Data to examine:

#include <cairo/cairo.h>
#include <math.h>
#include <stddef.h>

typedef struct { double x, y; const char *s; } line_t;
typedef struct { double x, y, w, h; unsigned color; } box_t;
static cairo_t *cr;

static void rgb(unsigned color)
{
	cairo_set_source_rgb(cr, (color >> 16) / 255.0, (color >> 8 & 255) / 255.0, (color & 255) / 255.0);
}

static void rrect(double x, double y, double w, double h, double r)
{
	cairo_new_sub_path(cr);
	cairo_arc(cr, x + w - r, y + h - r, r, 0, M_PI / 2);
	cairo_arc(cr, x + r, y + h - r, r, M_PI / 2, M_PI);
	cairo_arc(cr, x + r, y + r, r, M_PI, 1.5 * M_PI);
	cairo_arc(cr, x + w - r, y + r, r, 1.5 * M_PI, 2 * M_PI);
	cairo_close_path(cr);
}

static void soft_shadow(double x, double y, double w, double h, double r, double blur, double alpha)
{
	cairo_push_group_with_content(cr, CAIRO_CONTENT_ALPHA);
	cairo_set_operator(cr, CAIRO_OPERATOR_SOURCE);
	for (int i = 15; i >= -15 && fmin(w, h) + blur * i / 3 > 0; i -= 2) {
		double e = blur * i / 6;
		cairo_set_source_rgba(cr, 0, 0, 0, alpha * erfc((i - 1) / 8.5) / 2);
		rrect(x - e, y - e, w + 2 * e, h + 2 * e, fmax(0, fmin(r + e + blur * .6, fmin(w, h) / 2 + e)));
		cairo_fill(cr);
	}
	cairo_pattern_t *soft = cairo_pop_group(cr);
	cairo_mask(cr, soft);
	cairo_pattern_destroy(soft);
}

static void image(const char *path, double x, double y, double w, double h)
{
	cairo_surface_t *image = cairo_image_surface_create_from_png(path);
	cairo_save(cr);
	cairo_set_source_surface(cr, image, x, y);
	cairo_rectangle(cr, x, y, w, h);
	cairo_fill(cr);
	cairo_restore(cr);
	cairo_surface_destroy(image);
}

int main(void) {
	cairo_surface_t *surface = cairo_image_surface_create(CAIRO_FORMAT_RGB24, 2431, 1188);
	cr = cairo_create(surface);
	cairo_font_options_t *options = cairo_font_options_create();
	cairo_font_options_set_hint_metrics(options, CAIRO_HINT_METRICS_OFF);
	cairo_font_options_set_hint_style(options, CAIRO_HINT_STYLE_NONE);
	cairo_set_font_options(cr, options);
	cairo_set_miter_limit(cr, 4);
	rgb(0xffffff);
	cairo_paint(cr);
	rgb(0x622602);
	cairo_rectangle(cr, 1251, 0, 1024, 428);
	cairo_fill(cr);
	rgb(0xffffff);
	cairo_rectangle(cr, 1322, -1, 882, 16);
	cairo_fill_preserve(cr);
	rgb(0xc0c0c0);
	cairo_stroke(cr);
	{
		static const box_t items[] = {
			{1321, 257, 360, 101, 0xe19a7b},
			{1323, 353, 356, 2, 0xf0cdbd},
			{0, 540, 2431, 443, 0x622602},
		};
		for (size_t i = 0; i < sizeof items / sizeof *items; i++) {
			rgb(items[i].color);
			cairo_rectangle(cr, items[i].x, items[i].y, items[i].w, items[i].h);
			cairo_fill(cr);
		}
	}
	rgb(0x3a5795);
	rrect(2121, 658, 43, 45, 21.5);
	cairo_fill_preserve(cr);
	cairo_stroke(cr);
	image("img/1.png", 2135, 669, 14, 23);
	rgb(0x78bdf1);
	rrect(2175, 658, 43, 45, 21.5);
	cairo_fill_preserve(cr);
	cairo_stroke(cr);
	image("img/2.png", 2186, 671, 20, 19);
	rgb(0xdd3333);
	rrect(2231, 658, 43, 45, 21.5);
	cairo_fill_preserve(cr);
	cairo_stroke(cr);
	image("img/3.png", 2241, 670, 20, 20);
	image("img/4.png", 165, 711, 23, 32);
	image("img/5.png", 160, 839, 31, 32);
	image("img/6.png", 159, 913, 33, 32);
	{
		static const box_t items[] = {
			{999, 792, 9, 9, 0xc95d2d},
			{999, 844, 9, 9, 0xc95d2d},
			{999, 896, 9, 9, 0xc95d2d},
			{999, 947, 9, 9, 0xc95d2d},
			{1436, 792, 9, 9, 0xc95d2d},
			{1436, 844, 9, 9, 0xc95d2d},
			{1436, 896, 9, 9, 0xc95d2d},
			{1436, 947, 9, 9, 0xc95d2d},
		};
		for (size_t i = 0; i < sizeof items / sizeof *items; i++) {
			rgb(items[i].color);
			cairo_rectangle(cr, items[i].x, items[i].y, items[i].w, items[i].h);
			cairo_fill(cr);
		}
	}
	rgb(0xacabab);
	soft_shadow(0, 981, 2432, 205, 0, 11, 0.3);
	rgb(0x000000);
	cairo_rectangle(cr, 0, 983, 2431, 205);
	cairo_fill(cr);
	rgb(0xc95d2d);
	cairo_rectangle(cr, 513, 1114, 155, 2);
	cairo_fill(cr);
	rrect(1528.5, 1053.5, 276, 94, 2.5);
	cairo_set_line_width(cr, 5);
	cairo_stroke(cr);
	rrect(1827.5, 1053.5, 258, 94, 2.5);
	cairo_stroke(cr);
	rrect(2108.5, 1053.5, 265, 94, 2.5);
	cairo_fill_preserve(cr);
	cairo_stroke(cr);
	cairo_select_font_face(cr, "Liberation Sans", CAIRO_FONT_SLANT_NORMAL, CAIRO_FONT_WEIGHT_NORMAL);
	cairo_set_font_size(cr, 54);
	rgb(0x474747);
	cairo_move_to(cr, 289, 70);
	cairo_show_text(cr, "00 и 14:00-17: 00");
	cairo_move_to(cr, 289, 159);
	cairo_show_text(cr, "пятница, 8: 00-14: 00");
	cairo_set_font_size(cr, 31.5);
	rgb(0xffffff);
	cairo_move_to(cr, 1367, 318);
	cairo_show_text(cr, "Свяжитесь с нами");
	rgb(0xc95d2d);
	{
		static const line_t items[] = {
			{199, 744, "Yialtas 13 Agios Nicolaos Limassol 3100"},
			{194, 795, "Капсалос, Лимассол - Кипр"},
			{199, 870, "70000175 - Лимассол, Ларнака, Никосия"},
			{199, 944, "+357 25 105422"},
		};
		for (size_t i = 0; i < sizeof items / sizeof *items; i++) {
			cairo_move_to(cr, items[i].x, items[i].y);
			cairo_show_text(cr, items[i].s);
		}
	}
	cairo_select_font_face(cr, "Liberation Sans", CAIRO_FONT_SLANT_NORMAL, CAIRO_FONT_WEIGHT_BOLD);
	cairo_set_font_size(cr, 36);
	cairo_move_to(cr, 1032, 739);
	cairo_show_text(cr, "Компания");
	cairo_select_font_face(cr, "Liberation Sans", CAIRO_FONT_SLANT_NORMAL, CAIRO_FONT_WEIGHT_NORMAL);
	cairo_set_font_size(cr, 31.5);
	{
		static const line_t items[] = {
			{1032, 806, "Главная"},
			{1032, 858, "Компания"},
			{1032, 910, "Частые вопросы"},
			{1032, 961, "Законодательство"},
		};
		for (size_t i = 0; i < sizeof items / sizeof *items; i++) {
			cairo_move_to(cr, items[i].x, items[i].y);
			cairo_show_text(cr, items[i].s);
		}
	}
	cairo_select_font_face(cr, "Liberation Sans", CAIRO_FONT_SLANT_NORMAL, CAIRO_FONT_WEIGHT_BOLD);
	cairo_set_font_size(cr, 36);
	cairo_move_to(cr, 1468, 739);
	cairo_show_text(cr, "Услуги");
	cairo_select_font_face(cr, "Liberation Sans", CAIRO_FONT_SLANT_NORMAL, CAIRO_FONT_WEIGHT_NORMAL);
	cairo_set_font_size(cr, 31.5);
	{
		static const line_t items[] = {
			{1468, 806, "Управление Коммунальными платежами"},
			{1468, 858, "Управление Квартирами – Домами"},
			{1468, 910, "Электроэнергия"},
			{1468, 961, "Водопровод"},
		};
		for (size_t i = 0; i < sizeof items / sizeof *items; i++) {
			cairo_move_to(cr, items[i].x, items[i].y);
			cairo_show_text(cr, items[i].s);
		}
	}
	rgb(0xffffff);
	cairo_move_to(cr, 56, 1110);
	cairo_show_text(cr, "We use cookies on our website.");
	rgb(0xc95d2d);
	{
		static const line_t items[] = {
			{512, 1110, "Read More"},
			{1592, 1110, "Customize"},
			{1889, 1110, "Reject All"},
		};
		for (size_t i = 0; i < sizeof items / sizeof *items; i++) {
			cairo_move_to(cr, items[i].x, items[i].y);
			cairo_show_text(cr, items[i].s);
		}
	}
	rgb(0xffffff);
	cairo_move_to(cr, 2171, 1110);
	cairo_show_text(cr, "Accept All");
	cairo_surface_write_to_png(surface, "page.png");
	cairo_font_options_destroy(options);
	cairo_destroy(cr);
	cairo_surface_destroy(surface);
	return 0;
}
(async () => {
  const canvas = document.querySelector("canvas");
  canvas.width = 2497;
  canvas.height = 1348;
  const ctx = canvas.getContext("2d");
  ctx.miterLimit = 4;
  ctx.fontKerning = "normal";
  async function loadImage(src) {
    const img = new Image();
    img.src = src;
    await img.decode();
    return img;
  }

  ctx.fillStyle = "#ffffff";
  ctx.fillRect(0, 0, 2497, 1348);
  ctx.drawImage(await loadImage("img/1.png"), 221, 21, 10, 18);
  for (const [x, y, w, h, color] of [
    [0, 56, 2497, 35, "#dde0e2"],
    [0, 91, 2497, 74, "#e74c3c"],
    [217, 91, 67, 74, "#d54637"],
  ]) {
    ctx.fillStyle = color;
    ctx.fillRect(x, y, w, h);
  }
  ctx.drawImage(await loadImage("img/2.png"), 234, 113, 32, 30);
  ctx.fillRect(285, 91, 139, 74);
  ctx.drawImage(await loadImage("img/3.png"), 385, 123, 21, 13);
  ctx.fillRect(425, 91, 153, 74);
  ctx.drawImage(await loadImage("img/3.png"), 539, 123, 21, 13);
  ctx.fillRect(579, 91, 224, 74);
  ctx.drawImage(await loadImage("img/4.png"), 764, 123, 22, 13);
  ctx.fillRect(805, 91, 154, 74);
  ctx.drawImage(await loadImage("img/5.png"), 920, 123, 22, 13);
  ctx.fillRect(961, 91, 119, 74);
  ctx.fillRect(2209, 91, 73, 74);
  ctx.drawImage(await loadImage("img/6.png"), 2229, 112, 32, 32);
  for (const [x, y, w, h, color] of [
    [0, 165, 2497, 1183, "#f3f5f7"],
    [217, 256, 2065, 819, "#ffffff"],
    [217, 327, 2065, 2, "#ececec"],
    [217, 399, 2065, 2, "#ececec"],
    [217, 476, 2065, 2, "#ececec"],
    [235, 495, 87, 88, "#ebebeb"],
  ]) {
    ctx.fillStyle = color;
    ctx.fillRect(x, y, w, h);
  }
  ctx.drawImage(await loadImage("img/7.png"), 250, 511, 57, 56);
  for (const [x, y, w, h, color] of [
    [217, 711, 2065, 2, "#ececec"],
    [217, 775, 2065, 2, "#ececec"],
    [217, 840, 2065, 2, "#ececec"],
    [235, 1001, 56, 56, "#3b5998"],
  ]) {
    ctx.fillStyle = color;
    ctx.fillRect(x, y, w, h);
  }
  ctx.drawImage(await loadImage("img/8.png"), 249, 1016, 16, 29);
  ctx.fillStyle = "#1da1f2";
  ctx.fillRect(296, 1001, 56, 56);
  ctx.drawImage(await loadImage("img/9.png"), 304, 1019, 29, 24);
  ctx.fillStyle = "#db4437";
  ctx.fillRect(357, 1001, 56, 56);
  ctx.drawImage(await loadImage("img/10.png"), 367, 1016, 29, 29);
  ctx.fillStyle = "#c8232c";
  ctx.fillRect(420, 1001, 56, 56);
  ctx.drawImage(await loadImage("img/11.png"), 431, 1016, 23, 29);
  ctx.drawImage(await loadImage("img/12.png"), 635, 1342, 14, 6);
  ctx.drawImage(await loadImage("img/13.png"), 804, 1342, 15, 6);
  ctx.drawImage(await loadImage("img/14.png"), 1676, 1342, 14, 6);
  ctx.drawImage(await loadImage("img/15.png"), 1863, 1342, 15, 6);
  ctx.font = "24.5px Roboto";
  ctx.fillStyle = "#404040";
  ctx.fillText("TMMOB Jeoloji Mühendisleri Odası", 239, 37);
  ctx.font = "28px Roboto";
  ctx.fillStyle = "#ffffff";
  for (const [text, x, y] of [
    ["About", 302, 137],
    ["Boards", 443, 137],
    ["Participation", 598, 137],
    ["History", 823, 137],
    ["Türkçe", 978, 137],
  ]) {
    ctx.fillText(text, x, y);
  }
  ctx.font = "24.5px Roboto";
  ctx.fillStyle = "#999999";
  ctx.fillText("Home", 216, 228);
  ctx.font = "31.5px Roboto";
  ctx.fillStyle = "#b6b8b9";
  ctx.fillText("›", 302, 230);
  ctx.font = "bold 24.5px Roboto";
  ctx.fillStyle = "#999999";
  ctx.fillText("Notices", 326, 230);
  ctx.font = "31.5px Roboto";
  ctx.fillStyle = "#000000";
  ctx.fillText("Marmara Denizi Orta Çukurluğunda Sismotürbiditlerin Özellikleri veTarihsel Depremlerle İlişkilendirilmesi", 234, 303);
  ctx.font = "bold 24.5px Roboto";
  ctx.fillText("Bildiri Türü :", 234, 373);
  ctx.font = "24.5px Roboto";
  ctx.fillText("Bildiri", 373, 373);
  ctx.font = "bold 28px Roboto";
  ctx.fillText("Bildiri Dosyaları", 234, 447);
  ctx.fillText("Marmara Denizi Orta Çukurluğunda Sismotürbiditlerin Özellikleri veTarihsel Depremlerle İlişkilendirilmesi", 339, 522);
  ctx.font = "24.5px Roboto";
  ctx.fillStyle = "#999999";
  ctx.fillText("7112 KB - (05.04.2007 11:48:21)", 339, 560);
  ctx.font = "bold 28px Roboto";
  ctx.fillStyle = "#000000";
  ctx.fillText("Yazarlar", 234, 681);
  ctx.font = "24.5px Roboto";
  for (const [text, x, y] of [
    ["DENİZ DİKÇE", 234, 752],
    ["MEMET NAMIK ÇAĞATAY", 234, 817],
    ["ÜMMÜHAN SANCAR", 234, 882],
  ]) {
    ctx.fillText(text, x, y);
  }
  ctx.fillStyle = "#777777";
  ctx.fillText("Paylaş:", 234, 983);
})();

What is being asked: Quote exactly the lines running from the start of the listing above through the line where "cairo_set_miter_limit(cr, 4);" is found, and output no other lines.

Your response:
#include <cairo/cairo.h>
#include <math.h>
#include <stddef.h>

typedef struct { double x, y; const char *s; } line_t;
typedef struct { double x, y, w, h; unsigned color; } box_t;
static cairo_t *cr;

static void rgb(unsigned color)
{
	cairo_set_source_rgb(cr, (color >> 16) / 255.0, (color >> 8 & 255) / 255.0, (color & 255) / 255.0);
}

static void rrect(double x, double y, double w, double h, double r)
{
	cairo_new_sub_path(cr);
	cairo_arc(cr, x + w - r, y + h - r, r, 0, M_PI / 2);
	cairo_arc(cr, x + r, y + h - r, r, M_PI / 2, M_PI);
	cairo_arc(cr, x + r, y + r, r, M_PI, 1.5 * M_PI);
	cairo_arc(cr, x + w - r, y + r, r, 1.5 * M_PI, 2 * M_PI);
	cairo_close_path(cr);
}

static void soft_shadow(double x, double y, double w, double h, double r, double blur, double alpha)
{
	cairo_push_group_with_content(cr, CAIRO_CONTENT_ALPHA);
	cairo_set_operator(cr, CAIRO_OPERATOR_SOURCE);
	for (int i = 15; i >= -15 && fmin(w, h) + blur * i / 3 > 0; i -= 2) {
		double e = blur * i / 6;
		cairo_set_source_rgba(cr, 0, 0, 0, alpha * erfc((i - 1) / 8.5) / 2);
		rrect(x - e, y - e, w + 2 * e, h + 2 * e, fmax(0, fmin(r + e + blur * .6, fmin(w, h) / 2 + e)));
		cairo_fill(cr);
	}
	cairo_pattern_t *soft = cairo_pop_group(cr);
	cairo_mask(cr, soft);
	cairo_pattern_destroy(soft);
}

static void image(const char *path, double x, double y, double w, double h)
{
	cairo_surface_t *image = cairo_image_surface_create_from_png(path);
	cairo_save(cr);
	cairo_set_source_surface(cr, image, x, y);
	cairo_rectangle(cr, x, y, w, h);
	cairo_fill(cr);
	cairo_restore(cr);
	cairo_surface_destroy(image);
}

int main(void) {
	cairo_surface_t *surface = cairo_image_surface_create(CAIRO_FORMAT_RGB24, 2431, 1188);
	cr = cairo_create(surface);
	cairo_font_options_t *options = cairo_font_options_create();
	cairo_font_options_set_hint_metrics(options, CAIRO_HINT_METRICS_OFF);
	cairo_font_options_set_hint_style(options, CAIRO_HINT_STYLE_NONE);
	cairo_set_font_options(cr, options);
	cairo_set_miter_limit(cr, 4);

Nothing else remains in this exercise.